_Task directions_:
Read through the listing below and copy each line in which the word "from" occurs.

Provided data below:

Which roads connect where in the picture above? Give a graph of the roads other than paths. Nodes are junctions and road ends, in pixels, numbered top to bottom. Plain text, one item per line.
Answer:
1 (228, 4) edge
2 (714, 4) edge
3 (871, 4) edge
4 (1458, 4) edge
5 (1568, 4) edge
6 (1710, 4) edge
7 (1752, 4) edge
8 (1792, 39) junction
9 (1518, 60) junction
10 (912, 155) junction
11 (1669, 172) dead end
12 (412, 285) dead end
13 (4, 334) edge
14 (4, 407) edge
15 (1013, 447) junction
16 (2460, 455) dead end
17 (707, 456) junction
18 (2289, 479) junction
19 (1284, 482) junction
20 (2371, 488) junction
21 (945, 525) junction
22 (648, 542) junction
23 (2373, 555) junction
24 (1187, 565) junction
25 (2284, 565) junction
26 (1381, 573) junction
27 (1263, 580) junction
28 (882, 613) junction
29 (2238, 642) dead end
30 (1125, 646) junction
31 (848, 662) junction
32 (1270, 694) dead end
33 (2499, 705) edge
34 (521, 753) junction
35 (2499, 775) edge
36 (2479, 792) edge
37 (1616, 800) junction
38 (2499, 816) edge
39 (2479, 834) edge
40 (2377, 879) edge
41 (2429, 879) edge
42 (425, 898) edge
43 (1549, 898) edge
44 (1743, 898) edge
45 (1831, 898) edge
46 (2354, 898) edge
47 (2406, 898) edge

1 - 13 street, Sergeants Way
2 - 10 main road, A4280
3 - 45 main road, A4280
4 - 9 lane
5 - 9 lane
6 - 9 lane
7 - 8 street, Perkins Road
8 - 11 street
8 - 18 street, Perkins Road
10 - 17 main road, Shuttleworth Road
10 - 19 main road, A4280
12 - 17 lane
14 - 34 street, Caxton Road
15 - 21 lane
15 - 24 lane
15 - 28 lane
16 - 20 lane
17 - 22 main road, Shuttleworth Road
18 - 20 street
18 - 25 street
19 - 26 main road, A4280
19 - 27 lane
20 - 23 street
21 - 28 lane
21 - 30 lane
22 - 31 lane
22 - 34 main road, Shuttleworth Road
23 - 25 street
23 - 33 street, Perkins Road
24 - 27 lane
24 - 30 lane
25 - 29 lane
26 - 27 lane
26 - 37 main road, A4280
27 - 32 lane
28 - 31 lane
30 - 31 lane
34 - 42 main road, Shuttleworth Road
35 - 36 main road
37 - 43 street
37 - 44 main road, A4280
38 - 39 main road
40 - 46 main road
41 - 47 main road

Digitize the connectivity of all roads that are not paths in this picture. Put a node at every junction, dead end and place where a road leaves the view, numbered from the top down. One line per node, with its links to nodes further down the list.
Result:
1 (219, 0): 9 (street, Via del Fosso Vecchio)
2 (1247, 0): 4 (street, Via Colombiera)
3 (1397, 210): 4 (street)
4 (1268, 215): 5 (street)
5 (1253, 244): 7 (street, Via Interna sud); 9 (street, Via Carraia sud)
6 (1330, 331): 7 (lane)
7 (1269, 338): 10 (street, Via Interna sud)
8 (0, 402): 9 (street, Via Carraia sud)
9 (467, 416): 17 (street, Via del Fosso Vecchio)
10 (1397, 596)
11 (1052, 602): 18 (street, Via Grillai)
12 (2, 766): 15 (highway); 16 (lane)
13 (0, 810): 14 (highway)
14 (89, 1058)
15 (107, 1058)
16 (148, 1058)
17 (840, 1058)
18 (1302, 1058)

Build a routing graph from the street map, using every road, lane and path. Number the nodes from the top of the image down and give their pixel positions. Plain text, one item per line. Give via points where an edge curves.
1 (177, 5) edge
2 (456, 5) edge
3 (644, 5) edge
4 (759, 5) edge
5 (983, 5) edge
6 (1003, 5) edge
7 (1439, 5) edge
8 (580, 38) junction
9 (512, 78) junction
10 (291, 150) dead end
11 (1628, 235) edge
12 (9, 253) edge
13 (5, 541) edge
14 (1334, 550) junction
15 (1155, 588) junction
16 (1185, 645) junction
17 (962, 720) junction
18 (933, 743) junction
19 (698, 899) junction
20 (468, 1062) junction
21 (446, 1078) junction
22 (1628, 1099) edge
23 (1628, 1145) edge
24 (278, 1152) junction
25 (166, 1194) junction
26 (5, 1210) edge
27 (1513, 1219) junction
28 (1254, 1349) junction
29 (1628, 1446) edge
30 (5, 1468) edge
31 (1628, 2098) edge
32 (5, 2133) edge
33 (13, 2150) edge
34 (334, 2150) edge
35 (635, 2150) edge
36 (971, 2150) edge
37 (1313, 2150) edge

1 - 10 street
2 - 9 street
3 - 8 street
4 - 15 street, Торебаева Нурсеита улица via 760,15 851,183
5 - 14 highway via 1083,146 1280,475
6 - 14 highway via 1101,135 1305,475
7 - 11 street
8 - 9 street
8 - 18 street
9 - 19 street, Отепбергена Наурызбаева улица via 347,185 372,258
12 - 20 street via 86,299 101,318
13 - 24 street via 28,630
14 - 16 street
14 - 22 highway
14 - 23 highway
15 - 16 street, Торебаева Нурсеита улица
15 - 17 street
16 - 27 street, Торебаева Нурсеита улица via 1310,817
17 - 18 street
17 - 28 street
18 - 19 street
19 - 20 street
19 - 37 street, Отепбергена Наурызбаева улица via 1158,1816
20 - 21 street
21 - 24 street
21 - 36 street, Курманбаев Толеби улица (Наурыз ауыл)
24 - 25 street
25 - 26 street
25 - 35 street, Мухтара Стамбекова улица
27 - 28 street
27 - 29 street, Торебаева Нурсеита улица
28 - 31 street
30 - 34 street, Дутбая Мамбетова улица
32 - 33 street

End of Provided data.

_Your solution_:
Digitize the connectivity of all roads that are not paths in this picture. Put a node at every junction, dead end and place where a road leaves the view, numbered from the top down. One line per node, with its links to nodes further down the list.
Build a routing graph from the street map, using every road, lane and path. Number the nodes from the top of the image down and give their pixel positions. Plain text, one item per line. Give via points where an edge curves.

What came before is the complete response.